We asked ourselves what does being Bosnian mean? Is there a shared identity; a Bosnian identity? So we travelled across the country in search of particular stories that – in our view – tell something meaningful about the historical, religious and social paths Bosnian people are presently following. The images focus both on the people and their respective contexts. Through personal stories and ‘solid’ landscapes, the frames recount different facets of today’s Bosnia.
The documentary explores the current linguistic situation in Bosnia, where words have become borders, while short video landscapes allow a viewer enter the mood of the country, the same mood we experienced. Our collaborative work converged in a cross-media project, since we thought it to be the best way to tell such a complex story.
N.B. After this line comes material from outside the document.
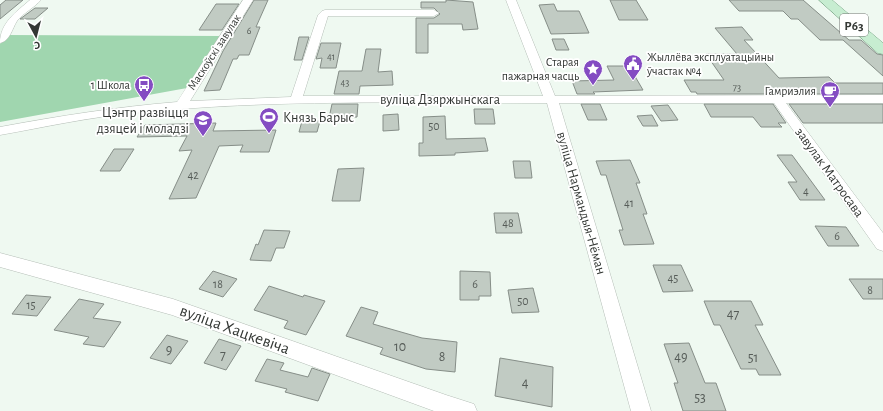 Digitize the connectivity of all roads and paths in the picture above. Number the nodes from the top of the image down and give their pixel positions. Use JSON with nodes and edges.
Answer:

The Bosnian Project will now start travelling. An exhibition consisting of photographs, documentary and video landscapes will first be organised in Pescara, Italy in the forthcoming period. For three weeks, visitors will be able to explore and broaden their understanding through a series of events accompanying the exhibition. Public talks, screenings and live performances will help the audience to understand how close to us – as both Italians and Europeans – Bosnia really is, and how similarities with the Bosnian context can be found all across Europe. That is actually the main point – with Croatia joining the EU in July and Serbia making gradual progress towards membership, Bosnia and Herzegovina will find itself on the border, and it will have to either look across or past it.
After Pescara, the exhibition will continue through other Italian cities – Bari and Rome, to mention only a few – waiting to eventually cross the Adriatic sea.